Dataset entries:
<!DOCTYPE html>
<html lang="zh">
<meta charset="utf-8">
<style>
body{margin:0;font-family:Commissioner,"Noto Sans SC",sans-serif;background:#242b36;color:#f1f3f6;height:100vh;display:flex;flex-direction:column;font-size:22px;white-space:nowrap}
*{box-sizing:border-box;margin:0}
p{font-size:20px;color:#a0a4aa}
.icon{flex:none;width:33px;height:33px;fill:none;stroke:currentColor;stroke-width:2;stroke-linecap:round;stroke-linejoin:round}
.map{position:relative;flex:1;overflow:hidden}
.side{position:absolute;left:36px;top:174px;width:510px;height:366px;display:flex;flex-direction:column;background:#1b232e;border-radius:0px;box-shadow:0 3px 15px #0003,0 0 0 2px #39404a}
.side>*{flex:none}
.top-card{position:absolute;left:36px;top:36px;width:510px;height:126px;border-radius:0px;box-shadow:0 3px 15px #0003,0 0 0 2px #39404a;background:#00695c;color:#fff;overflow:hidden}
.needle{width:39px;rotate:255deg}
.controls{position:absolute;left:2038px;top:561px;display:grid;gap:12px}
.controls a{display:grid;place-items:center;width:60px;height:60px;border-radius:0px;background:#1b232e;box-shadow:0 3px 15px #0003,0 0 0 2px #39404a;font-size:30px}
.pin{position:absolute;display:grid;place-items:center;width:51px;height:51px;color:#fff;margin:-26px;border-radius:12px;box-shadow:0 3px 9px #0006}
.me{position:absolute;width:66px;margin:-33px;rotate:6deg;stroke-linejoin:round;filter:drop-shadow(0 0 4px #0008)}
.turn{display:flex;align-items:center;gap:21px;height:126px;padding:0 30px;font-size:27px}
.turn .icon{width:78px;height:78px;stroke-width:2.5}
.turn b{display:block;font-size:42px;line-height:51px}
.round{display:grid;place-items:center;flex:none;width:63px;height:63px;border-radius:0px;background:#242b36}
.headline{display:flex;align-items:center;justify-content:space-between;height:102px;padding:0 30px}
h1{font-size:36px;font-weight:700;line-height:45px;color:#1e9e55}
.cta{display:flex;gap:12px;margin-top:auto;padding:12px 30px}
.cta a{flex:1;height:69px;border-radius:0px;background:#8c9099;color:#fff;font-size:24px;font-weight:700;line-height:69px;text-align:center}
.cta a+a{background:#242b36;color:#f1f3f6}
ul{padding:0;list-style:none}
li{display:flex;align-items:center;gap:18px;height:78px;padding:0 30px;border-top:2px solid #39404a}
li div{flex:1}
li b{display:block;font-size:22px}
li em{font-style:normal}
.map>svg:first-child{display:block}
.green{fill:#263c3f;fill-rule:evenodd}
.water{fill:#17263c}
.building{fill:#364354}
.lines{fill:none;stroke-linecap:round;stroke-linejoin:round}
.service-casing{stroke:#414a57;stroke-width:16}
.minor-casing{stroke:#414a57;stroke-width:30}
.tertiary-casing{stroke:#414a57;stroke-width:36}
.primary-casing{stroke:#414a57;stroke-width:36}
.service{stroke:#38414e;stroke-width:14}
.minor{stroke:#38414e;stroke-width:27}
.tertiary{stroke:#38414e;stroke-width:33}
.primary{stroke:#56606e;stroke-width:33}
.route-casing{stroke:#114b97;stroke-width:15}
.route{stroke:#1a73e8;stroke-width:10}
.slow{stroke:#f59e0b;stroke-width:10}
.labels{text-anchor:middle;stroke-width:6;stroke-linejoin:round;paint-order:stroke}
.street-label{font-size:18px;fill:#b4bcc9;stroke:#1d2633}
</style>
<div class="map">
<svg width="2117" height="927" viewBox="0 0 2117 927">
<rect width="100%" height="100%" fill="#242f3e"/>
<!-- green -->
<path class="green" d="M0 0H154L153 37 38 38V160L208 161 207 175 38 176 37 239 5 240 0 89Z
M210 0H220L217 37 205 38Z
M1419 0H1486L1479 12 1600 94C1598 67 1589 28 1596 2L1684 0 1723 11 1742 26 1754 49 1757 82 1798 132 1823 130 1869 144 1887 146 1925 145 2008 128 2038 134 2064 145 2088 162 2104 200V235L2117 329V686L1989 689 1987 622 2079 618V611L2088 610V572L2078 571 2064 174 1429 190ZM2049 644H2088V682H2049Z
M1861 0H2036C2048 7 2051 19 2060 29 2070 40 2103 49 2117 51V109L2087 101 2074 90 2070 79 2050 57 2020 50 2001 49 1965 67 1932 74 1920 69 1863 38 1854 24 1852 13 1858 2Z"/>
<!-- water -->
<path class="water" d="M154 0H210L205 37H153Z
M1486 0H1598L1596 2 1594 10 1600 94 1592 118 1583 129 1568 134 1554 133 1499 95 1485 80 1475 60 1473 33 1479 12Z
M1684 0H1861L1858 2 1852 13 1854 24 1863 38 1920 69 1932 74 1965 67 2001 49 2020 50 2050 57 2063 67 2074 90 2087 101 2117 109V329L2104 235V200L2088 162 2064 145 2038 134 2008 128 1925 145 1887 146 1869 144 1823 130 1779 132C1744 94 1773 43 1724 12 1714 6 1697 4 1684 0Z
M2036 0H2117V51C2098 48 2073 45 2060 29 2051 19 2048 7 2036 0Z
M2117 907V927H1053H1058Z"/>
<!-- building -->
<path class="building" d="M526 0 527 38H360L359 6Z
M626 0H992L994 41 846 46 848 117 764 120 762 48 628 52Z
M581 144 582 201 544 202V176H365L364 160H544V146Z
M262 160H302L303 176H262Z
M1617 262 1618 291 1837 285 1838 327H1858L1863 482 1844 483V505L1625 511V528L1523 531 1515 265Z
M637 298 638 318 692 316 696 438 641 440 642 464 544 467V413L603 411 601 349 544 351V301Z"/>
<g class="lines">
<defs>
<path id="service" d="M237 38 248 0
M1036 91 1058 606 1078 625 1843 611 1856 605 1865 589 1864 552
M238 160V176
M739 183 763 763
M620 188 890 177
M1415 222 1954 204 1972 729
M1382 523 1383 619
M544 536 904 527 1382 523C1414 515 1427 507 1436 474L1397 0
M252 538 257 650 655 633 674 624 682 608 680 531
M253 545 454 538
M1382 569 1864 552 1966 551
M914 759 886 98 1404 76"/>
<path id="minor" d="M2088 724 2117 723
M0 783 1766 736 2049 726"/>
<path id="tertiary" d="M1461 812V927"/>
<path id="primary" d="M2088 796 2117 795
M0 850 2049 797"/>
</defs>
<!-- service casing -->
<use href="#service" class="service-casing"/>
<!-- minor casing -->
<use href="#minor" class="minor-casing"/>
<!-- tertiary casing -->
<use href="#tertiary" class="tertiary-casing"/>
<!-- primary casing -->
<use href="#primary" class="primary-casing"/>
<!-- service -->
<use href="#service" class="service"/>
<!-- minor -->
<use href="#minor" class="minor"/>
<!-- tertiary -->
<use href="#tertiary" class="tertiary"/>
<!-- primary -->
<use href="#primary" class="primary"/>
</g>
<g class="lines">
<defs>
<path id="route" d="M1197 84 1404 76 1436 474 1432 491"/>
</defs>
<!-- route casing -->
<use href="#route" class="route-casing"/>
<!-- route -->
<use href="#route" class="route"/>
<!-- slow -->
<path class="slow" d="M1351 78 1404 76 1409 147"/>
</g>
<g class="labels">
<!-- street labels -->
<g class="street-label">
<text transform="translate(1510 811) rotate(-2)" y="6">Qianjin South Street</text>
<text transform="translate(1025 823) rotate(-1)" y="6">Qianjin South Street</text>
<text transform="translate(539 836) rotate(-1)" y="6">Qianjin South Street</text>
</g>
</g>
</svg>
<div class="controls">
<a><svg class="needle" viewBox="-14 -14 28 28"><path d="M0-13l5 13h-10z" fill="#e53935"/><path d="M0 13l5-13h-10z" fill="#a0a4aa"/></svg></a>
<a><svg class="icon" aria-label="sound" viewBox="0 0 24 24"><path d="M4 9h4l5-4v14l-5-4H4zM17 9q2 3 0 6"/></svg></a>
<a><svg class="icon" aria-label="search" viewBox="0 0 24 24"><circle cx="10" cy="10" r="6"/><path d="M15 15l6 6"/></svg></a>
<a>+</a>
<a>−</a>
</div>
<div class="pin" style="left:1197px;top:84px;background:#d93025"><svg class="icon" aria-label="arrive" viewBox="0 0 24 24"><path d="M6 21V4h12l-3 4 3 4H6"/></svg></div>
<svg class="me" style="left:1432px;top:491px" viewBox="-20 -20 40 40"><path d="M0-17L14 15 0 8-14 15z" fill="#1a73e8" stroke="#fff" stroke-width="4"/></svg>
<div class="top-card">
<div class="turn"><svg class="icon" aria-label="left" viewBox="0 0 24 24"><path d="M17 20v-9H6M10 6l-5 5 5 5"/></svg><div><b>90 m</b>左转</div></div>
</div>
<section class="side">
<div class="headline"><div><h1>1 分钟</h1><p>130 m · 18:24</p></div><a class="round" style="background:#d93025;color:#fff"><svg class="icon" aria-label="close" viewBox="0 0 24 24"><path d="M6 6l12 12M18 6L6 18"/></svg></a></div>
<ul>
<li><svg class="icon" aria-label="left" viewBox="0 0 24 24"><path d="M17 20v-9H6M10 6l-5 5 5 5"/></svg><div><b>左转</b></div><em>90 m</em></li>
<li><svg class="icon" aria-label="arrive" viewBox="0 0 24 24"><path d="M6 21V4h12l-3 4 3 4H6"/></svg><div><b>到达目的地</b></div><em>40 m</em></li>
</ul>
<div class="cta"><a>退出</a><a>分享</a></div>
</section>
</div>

## INSTRUCTIONS FOR THE TASK
Find the lines in the records that contain the word "route", then copy every one of them.

## RESPONSE TO THIS TASK
.route-casing{stroke:#114b97;stroke-width:15}
.route{stroke:#1a73e8;stroke-width:10}
<path id="route" d="M1197 84 1404 76 1436 474 1432 491"/>
<!-- route casing -->
<use href="#route" class="route-casing"/>
<!-- route -->
<use href="#route" class="route"/>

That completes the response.